You are viewing a plain text version of this content. The canonical link for it is here.
Posted to java-user@lucene.apache.org by Lars Hammer <ha...@dezide.com> on 2003/08/20 09:22:54 UTC

updating a document

Hello

I'm trying to update a document in my index. As far as i can tell from the FAQ and other places of documentation, the only way to do this is by deleting the document and adding it again.

Now, I want to be able to add the document a new but keep from having to re-parse the original file again. That is i want to extract a document from the index (and keep a copy in memory), delete the document from the index, update a field in the doc in memory and add the doc to index once again.

I imagine that it has to be done something like this :

1. extract the desired document from index with a function returning the document (not complete code):

Document doc;
String fileNameToGetFromIdx
String tempName

   for ( int i = 0; i < numDocs; i++ )
   {
    if ( !indexreader.isDeleted( i ) )
    {
     doc = indexreader.document( i );

     if ( doc != null )
     {
      tmpName = ( doc.get( "pathToFileOnDisk" ) ); 

      if ( tmpName.equals( fileNameToGetFromIdx ) )
      {
       ir.delete( i );
       return doc;
      }
     }
    }
   }

This would leave me with the document in memory and the document deleted from the index -right?

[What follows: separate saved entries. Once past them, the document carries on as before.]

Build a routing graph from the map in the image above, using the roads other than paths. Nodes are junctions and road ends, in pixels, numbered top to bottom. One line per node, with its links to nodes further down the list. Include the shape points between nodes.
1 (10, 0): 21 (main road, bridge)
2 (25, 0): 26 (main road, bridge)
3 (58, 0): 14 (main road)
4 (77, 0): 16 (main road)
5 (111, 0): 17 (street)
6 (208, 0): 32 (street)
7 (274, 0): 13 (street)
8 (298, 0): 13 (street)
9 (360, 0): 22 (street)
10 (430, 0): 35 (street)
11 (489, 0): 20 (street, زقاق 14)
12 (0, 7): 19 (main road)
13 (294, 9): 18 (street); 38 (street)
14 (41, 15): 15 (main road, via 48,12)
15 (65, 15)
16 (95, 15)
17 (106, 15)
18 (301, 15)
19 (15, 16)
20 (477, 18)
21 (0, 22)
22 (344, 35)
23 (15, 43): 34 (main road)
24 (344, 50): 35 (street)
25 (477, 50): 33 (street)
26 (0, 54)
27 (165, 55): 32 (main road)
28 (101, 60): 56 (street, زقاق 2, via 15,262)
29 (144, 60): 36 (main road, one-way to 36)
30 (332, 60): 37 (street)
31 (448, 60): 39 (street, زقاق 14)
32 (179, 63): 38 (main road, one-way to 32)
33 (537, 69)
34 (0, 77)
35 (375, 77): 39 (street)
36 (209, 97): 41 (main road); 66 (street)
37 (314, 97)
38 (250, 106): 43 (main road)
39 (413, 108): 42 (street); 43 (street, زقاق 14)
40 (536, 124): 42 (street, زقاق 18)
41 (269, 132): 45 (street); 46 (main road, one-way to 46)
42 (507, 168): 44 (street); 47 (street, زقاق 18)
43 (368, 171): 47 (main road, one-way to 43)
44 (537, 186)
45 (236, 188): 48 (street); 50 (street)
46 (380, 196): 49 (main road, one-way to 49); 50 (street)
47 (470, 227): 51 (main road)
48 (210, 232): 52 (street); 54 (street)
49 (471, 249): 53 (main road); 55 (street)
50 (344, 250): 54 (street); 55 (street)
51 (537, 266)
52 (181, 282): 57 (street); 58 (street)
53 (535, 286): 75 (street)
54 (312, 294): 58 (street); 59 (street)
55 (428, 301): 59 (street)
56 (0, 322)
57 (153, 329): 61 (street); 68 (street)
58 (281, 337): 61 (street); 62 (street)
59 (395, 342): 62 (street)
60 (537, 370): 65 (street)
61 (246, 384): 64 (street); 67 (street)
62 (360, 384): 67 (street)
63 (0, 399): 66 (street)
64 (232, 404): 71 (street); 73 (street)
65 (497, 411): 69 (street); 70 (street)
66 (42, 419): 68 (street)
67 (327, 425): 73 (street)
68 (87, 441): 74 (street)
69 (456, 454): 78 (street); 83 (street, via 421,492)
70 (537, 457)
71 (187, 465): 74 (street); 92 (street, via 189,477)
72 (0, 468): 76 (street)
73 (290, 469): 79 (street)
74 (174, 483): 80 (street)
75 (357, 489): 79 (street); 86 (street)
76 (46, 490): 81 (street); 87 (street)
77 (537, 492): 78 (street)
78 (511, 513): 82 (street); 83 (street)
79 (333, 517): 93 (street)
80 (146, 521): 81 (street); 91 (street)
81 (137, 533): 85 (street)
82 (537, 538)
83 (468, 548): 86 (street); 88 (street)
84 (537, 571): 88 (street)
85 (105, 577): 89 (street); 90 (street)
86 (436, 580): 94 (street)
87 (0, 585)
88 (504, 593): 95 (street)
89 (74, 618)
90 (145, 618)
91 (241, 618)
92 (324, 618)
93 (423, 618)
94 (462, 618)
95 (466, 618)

2. update a field in the document by adding the field again.

 doc.add( Field.Text( "someField", "value" ) );

The API for Document says that if multiple fields exists with the same name, the value of the last value added is returned when getting the value.


3. add the document to the index again

indexwriter.addDocument( doc );


Is this a correct way of doing an update because i can't seem to get i to work properly.
The reason for trying it this way is to not having to reindex the original file again. I have many large PDF documents which takes some time to index :-(

Bottom line -when i do a search and a list of search results are displayed to the user, the user clicks the title of the document and the document is shown to the user. Before the document is shown i execute an update function to increase the number of times the documents has been visited -hence i need to update the visited field of that particular document in the index.

Uhm -hope you get the idea :-)

Any suggestions and comments are very welcome

thanks in advance

BTW : does anyone know if an update function is planned to be added to lucene? Would it be hard to write it yourself?


/Lars Hammer

www.dezide.com